### PROBLEM
Of the lines below, copy those that hold the word "edges".

### INPUT FOR THIS TASK
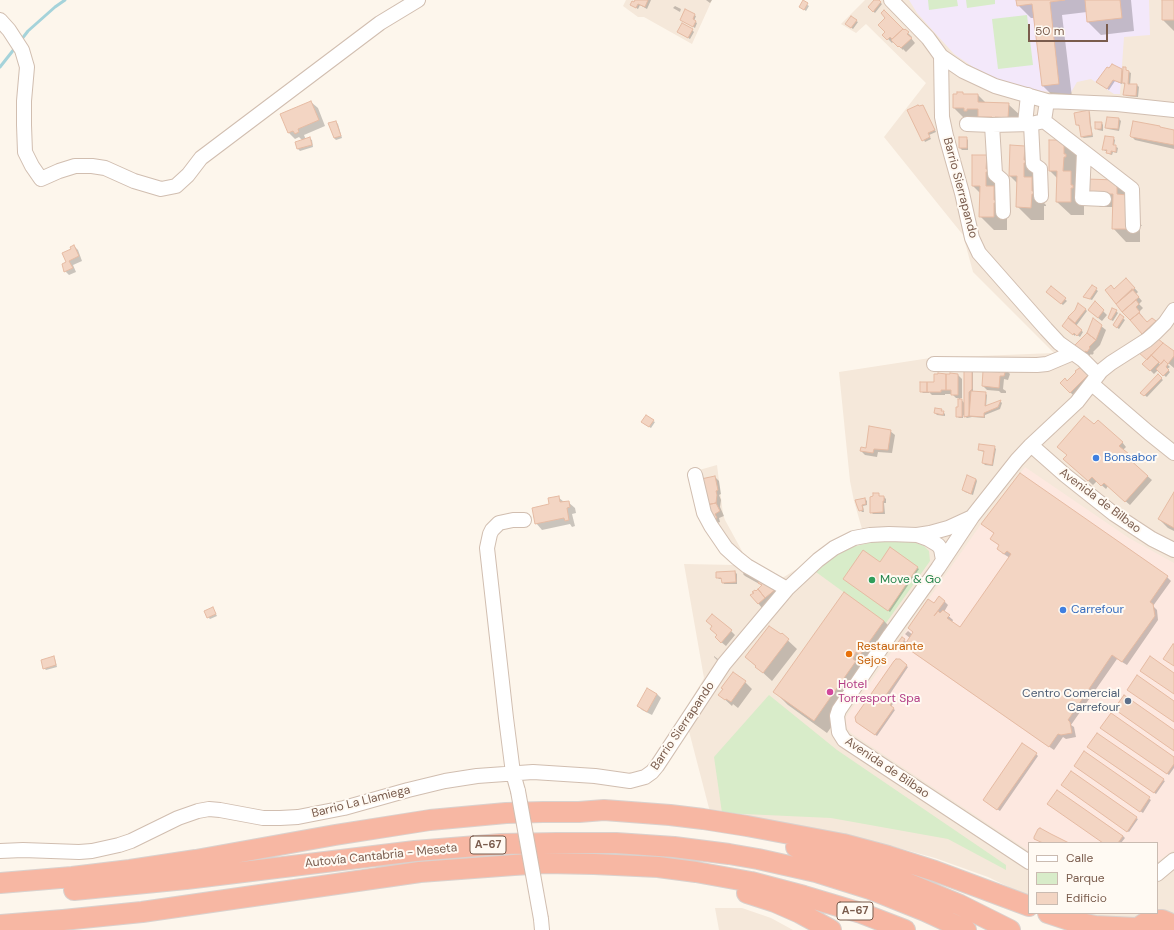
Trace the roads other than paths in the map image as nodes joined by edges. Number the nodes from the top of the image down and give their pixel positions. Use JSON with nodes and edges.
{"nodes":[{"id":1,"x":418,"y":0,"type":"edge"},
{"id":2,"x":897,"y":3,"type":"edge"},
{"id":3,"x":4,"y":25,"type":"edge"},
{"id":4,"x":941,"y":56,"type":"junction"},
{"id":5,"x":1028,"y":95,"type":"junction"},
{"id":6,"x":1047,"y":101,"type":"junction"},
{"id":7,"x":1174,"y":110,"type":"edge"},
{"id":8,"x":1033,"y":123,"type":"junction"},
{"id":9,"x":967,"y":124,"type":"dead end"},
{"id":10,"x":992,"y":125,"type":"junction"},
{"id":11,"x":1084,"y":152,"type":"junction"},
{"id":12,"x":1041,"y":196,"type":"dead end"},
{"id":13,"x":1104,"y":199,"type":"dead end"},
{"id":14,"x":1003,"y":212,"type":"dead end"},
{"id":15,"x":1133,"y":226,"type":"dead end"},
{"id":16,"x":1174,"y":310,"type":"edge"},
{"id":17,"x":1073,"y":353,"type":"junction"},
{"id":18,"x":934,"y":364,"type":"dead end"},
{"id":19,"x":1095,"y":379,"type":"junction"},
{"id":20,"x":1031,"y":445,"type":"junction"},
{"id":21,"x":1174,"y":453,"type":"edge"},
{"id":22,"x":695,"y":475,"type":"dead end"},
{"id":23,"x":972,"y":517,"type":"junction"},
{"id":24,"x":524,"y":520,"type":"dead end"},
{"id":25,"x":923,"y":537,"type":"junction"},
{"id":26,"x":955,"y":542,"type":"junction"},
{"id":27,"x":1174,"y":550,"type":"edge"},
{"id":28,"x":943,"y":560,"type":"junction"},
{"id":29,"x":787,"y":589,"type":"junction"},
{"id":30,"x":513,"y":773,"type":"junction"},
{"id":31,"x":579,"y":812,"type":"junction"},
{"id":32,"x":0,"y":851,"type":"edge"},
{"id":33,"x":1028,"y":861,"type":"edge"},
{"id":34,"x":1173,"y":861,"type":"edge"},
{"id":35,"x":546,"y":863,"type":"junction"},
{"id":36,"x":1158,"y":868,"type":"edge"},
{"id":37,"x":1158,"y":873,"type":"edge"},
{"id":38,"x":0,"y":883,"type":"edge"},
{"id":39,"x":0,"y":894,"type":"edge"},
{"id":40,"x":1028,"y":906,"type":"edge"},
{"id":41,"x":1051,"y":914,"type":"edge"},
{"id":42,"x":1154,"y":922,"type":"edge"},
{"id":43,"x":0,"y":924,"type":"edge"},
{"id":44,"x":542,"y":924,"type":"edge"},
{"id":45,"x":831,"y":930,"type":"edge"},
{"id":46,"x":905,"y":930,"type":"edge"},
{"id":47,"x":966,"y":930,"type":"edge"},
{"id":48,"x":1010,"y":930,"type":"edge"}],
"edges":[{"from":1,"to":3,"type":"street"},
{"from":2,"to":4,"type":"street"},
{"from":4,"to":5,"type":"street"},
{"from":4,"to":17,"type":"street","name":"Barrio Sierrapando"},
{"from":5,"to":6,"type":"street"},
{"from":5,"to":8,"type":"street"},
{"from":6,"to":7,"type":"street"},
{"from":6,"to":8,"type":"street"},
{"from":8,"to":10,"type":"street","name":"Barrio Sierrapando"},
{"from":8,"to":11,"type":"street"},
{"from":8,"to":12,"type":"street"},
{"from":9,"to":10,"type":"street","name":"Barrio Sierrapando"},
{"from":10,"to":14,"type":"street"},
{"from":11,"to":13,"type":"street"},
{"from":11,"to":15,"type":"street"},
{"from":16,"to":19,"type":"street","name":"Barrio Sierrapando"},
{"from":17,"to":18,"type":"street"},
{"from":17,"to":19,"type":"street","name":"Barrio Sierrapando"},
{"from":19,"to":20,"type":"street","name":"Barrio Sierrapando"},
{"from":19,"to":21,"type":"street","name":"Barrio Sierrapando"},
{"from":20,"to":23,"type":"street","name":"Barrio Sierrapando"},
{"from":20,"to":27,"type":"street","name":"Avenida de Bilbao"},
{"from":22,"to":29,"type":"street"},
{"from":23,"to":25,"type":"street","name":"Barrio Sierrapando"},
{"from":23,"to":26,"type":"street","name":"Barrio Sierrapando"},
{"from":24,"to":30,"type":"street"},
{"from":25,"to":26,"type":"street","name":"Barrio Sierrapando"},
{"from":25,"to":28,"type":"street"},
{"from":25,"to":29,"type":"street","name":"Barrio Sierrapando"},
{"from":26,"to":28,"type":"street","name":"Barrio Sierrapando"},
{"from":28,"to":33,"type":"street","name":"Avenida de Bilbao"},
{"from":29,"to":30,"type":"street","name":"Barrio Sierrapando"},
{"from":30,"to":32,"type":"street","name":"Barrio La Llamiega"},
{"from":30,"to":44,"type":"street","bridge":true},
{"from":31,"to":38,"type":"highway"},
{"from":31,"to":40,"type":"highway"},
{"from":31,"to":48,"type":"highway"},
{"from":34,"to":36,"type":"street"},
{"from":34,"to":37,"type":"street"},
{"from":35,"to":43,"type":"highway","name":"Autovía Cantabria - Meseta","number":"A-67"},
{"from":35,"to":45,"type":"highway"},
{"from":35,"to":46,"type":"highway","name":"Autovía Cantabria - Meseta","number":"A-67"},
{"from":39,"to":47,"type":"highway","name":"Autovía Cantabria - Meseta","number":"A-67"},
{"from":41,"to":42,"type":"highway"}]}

### FINAL ANSWER
Trace the roads other than paths in the map image as nodes joined by edges. Number the nodes from the top of the image down and give their pixel positions. Use JSON with nodes and edges.
"edges":[{"from":1,"to":3,"type":"street"},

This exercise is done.